▸ **What the task requires**: Reproduce each line of the entries that carries "Wasserturmstraße".

Stored data entries:
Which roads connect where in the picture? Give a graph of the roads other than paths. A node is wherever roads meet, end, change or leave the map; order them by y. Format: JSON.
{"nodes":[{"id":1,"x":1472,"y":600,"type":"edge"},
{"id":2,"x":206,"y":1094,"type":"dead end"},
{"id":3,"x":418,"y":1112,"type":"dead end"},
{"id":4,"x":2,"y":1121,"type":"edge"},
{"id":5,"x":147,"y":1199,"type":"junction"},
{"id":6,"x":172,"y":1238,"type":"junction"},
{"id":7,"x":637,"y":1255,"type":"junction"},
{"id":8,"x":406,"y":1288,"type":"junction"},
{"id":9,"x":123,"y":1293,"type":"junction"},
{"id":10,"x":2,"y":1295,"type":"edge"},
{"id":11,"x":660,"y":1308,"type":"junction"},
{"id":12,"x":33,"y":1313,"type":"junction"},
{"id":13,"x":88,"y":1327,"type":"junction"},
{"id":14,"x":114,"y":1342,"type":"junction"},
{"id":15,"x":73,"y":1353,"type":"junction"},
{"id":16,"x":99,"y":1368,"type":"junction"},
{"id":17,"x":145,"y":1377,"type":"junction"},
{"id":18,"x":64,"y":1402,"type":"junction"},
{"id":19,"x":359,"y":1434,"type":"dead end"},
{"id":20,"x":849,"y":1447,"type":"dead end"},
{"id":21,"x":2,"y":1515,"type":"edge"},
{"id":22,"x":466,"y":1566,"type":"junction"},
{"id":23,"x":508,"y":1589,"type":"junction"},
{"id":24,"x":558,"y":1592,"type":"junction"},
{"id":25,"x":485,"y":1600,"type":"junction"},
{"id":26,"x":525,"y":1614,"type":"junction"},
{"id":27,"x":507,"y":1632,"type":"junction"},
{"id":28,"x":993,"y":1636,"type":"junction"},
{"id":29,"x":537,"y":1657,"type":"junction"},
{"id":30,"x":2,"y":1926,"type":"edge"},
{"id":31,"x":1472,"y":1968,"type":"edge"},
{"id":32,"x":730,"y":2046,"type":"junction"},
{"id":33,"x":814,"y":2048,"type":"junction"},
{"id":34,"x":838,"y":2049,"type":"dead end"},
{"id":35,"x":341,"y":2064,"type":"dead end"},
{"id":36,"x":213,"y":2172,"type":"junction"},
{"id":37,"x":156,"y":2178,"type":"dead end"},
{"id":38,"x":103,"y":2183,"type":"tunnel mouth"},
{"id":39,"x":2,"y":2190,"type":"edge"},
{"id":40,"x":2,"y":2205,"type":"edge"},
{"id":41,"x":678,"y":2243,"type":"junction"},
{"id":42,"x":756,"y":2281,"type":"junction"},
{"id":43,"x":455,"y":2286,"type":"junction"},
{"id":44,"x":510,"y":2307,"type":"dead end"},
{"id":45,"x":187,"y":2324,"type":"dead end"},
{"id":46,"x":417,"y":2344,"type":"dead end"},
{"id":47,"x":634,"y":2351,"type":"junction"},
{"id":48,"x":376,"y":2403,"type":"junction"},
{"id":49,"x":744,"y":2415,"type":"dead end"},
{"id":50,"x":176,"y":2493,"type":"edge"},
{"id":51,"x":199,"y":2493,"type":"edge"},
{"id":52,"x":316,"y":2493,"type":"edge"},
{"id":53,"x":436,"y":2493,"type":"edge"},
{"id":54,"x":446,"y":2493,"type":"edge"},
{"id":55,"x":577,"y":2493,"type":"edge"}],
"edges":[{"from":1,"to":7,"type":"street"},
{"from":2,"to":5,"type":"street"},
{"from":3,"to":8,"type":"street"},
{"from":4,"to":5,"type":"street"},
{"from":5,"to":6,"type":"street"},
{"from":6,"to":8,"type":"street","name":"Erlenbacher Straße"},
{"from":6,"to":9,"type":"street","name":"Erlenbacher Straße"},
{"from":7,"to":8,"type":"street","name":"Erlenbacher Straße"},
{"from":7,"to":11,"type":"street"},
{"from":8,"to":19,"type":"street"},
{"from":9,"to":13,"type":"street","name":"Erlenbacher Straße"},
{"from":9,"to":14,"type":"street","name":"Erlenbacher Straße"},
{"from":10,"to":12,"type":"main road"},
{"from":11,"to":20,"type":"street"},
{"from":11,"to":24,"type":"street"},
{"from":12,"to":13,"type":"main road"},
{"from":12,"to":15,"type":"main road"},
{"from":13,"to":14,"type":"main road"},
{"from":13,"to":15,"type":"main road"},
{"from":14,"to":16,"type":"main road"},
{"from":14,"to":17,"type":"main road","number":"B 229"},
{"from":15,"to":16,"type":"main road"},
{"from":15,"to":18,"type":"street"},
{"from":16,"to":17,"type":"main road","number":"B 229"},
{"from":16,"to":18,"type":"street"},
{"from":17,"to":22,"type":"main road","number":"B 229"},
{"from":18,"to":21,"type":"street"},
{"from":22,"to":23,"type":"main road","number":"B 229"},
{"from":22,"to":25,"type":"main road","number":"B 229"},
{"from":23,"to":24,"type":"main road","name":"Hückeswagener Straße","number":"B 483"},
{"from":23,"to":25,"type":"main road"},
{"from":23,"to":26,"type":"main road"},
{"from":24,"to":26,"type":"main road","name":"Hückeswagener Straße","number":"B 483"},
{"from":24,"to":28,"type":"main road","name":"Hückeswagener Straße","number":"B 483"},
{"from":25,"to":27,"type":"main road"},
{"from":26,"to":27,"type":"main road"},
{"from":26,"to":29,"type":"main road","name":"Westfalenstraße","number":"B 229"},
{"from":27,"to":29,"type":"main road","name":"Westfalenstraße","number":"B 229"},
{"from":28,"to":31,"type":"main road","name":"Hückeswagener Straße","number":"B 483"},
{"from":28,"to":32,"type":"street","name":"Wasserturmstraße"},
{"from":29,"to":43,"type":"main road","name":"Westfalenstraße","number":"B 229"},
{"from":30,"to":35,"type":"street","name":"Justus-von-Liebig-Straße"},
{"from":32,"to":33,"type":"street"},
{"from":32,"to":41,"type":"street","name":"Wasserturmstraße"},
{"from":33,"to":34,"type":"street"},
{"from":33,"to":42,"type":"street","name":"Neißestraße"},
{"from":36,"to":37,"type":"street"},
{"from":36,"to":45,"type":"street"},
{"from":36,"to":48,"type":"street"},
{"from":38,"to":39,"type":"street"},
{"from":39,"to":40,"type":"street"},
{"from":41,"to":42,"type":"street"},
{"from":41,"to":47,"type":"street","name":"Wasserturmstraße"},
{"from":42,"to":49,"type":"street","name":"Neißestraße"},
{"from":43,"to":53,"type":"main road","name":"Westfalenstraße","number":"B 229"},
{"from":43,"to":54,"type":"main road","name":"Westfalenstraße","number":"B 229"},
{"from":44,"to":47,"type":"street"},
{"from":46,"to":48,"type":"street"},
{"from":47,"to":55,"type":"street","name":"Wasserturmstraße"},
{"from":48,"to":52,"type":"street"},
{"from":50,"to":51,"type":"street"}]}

▸ **Task response**:
{"from":28,"to":32,"type":"street","name":"Wasserturmstraße"},
{"from":32,"to":41,"type":"street","name":"Wasserturmstraße"},
{"from":41,"to":47,"type":"street","name":"Wasserturmstraße"},
{"from":47,"to":55,"type":"street","name":"Wasserturmstraße"},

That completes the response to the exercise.